**DATA:**
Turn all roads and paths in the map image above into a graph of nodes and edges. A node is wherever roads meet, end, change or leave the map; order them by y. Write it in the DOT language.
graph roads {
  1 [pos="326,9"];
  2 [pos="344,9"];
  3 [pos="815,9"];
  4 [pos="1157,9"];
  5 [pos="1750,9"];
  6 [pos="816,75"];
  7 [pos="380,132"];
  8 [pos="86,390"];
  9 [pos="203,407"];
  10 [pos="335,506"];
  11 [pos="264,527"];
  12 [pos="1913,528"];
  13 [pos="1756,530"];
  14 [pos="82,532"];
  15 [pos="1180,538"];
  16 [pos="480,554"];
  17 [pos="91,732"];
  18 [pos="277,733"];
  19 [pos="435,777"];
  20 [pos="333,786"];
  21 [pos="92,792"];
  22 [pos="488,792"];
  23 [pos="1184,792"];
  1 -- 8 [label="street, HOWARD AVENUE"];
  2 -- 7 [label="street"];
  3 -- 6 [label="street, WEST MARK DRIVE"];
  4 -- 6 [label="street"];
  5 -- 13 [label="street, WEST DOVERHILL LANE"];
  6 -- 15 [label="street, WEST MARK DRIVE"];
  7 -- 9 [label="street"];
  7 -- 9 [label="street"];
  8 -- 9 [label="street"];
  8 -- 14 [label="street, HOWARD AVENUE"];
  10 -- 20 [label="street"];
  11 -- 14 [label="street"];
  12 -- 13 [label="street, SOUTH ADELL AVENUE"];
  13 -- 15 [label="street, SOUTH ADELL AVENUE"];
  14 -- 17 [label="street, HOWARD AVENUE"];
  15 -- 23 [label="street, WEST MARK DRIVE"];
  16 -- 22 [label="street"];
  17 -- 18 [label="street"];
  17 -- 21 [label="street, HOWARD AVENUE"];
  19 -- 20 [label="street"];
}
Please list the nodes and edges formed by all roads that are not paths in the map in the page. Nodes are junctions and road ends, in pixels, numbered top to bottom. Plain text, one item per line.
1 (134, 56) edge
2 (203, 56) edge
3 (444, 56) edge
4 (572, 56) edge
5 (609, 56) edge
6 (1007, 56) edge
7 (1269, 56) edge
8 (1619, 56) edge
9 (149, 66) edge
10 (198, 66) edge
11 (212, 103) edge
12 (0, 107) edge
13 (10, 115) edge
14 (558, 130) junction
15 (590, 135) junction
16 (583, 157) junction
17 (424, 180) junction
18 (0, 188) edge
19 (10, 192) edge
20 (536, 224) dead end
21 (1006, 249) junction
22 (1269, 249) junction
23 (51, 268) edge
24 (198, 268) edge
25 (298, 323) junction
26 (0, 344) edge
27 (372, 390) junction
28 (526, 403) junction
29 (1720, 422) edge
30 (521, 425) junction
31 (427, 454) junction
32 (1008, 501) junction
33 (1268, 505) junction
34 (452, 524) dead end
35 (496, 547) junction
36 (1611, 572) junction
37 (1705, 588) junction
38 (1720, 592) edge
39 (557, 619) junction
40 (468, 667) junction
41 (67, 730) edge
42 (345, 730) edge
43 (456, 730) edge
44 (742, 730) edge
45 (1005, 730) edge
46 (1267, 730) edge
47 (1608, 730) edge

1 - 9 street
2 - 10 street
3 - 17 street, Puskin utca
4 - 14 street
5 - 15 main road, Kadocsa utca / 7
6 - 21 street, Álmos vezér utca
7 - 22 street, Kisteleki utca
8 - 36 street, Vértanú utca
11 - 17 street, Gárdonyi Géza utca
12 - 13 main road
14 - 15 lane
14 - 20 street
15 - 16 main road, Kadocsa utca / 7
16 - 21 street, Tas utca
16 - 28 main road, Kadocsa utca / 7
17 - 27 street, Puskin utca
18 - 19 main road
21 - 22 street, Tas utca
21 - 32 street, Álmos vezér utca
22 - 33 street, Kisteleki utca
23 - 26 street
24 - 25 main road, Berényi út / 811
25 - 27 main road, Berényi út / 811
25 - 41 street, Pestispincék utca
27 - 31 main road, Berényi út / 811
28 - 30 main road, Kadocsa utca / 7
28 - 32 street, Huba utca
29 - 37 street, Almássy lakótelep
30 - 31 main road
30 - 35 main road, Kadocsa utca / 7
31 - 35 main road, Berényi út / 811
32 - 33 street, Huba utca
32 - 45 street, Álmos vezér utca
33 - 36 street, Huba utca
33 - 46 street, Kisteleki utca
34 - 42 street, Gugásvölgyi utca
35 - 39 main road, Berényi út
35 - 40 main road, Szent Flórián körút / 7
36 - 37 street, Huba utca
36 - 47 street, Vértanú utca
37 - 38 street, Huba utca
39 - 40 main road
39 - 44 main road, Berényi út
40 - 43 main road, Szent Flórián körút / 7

**PROBLEM DETAILS:** Scan the records for the string "MARK". Copy each line in which it appears.

**COMPLETED EXERCISE:**
  3 -- 6 [label="street, WEST MARK DRIVE"];
  6 -- 15 [label="street, WEST MARK DRIVE"];
  15 -- 23 [label="street, WEST MARK DRIVE"];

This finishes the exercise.